For Your Consideration is the fourth studio album by Honduran-American singer-songwriter Empress Of, released via her independent imprint, Major Arcana, with additional marketing and distribution by American independent label, Giant Music on March 22, 2024.

For Your Consideration is notable as Rodriguez's first full-length album not released through respective American and British record labels, Terrible and XL, parting ways with both of her longtime labels and going independent shortly after the release of her third album, I'm Your Empress Of in 2020. The album is also her first to include featured artists, with guest appearances by Japanese-British singer-songwriter, Rina Sawayama and American indie pop band, MUNA on the record's first and third singles, "Kiss Me" and "What's Love" respectively.

Nearly eight months after its initial release, a deluxe version of For Your Consideration was released October 4, 2024, featuring a previously unreleased track, "Loud", along with two alternative versions of songs from the album and four remixes/edits by producers Umru, Maffalda, Von Boch and Florentino respectively.

==Background and singles==
Written over the course of 2022 into 2023, the catalyst for the album, was sparked by a short-lived romance Rodriguez was involved in, with an undisclosed film director in Los Angeles who ended their relationship in the midst of his film's "For Your Consideration" campaign for The Oscars, claiming to be unemotionally available to focus on their relationship and his career simultaneously.

Heartbroken, Rodriguez would head to the studio later that day to write the album's opener and title track, "For Your Consideration" detailing the experience. The song would give her the opportunity to explore broader themes within Hollywood for the album. Writing and recording for the album, would take place between Rodriguez's hometown of L.A., Miami and Montreal respectively, to collaborate with a slew of songwriters and producers including Nick León, Umru, Billboard, Casey MQ, Cecile Believe, Nick Sylvester and Valley Girl.

In between touring as the opener for Rina Sawayama during 2023, the two would go on to collaborate on the album's lead single, "Kiss Me" released September 25, 2023, near the end of Sawayama's North American Hold the Girl Reloaded Tour followed up by the album's second single "Femenine", on December 1, 2023.
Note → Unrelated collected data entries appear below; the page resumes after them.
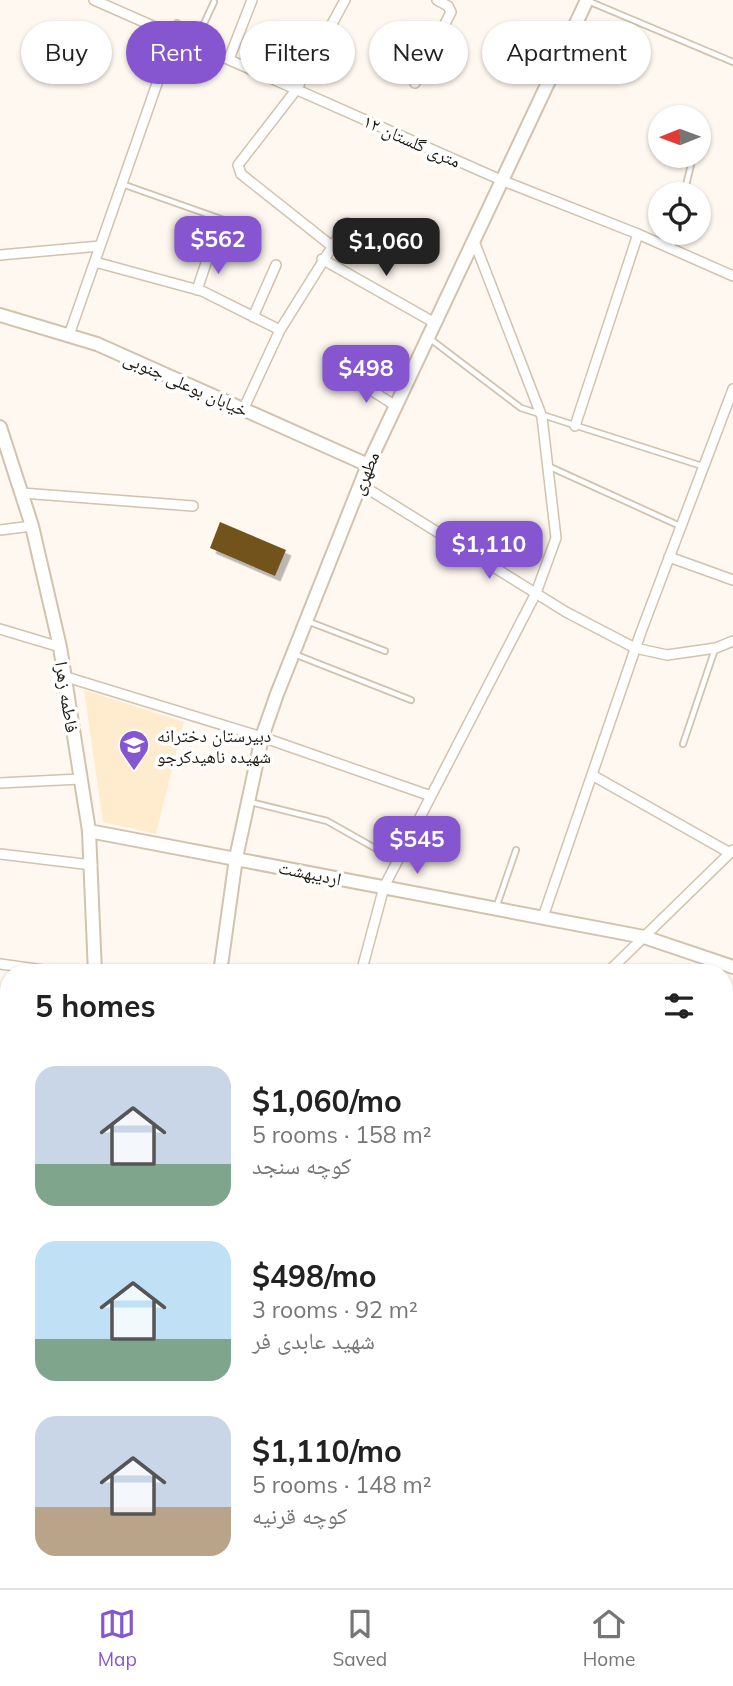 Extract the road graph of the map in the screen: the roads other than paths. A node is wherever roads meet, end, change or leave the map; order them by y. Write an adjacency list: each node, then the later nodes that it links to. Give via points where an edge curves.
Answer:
1 (94, 0): 7 (street, ۱۲ متری گلستان)
2 (252, 0): 11 (street)
3 (345, 0): 14 (street)
4 (436, 0): 9 (street, via 451,12)
5 (587, 0): 12 (lane); 15 (street, مطهری)
6 (214, 2): 8 (lane)
7 (141, 21)
8 (205, 21)
9 (446, 21)
10 (226, 58): 11 (street, ۱۲ متری گلستان)
11 (229, 59): 14 (street, ۱۲ متری گلستان)
12 (733, 62)
13 (156, 84): 16 (street)
14 (296, 89): 15 (street, ۱۲ متری گلستان); 23 (street, via 240,160 238,169)
15 (501, 180): 19 (street, ۱۲ متری گلستان); 20 (street, مطهری)
16 (122, 184): 18 (lane); 22 (street)
17 (347, 223): 23 (street)
18 (238, 225)
19 (638, 234): 24 (street, ۱۲ متری گلستان); 43 (street)
20 (474, 241): 34 (street, مطهری); 42 (street)
21 (673, 245): 24 (lane)
22 (100, 246): 26 (street); 28 (street)
23 (332, 247): 27 (street)
24 (672, 249): 30 (street, ۱۲ متری گلستان)
25 (210, 251): 31 (street)
26 (0, 255)
27 (322, 259): 34 (street); 35 (street)
28 (95, 262): 31 (street); 36 (street)
29 (276, 265): 33 (street)
30 (733, 276)
31 (197, 290): 33 (street)
32 (0, 315): 36 (street, خیابان بوعلی جنوبی)
33 (253, 317): 35 (street)
34 (435, 323): 37 (street, مطهری)
35 (280, 330): 41 (street)
36 (69, 335): 41 (street, خیابان بوعلی جنوبی)
37 (428, 338): 40 (street, مطهری); 42 (lane, via 521,408)
38 (352, 379): 40 (street)
39 (733, 390): 47 (street)
40 (396, 406): 45 (street, مطهری)
41 (243, 410): 45 (street, خیابان بوعلی جنوبی)
42 (542, 417): 43 (lane); 46 (street)
43 (575, 426): 47 (lane)
44 (0, 427): 49 (street, فاطمه زهرا)
45 (368, 465): 48 (street, مطهری)
46 (548, 465): 52 (lane); 56 (street, via 556,538)
47 (704, 467): 52 (street)
48 (360, 484): 56 (street); 57 (street, مطهری)
49 (22, 493): 50 (street); 51 (street, فاطمه زهرا)
50 (193, 506)
51 (32, 526): 53 (street); 60 (street, فاطمه زهرا)
52 (681, 527): 54 (street)
53 (0, 530)
54 (669, 557): 55 (street); 61 (street)
55 (733, 580)
56 (536, 593): 61 (street); 72 (street)
57 (306, 621): 63 (lane); 64 (street, مطهری)
58 (0, 629): 60 (street)
59 (733, 641): 62 (street)
60 (60, 647): 65 (street, فاطمه زهرا)
61 (635, 648): 62 (street, via 667,655); 69 (street)
62 (716, 648): 68 (lane)
63 (385, 651)
64 (293, 654): 66 (lane); 67 (street, مطهری)
65 (63, 676): 67 (street); 70 (street, فاطمه زهرا)
66 (411, 700)
67 (262, 737): 72 (street); 73 (street, مطهری)
68 (683, 744)
69 (592, 775): 77 (street); 84 (street)
70 (80, 779): 71 (street); 74 (street, فاطمه زهرا)
71 (0, 783)
72 (431, 796): 79 (street)
73 (248, 802): 78 (street, مطهری); 79 (lane, via 327,821)
74 (89, 831): 78 (street, اردیبهشت); 80 (street, فاطمه زهرا)
75 (516, 850): 83 (lane)
76 (0, 854): 80 (street)
77 (729, 854): 81 (lane); 85 (street)
78 (236, 858): 82 (street, اردیبهشت); 87 (street, مطهری)
79 (397, 861): 82 (street)
80 (92, 864): 86 (street, فاطمه زهرا)
81 (733, 865)
82 (384, 887): 83 (street, اردیبهشت); 88 (street)
83 (496, 908): 84 (street, اردیبهشت)
84 (543, 917): 85 (street, اردیبهشت)
85 (644, 937): 89 (street); 90 (street, اردیبهشت)
86 (95, 964)
87 (221, 964)
88 (363, 964)
89 (616, 964)
90 (724, 964)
Rodriguez officially announced For Your Consideration on January 23, 2024, alongside the release of the third single "What's Love" featuring MUNA. The album's fourth single, "Precoisa" would arrive March 1, 2024, a few weeks prior to the album's release.

==Critical reception==

At Metacritic, which assigns a normalized rating out of 100 to reviews from mainstream critics, For Your Consideration received an average score of 85 from 6 reviews, indicating "universal acclaim"

Writing for Clash, Joshua Khan praised both the album and Rodriguez's growth as an artist since her debut stating "Whereas 2015’s ‘Me’ was a requiem for doomed romances, ‘[For Your Consideration]’ "is a bolder exploration of pop’s electronic soundscapes that shuffles turntablism and low-key escapism into chromatic highs that linger on the lips for weeks." and highlights the versatility and vulnerable nature of her songwriting ability, concluding his review with "If her latest is any proof, Rodriguez is finally comfortable with herself – not just as a writer who excels at leaving melodies on your tongue, but as a lover, a dancer, and her own shooting star."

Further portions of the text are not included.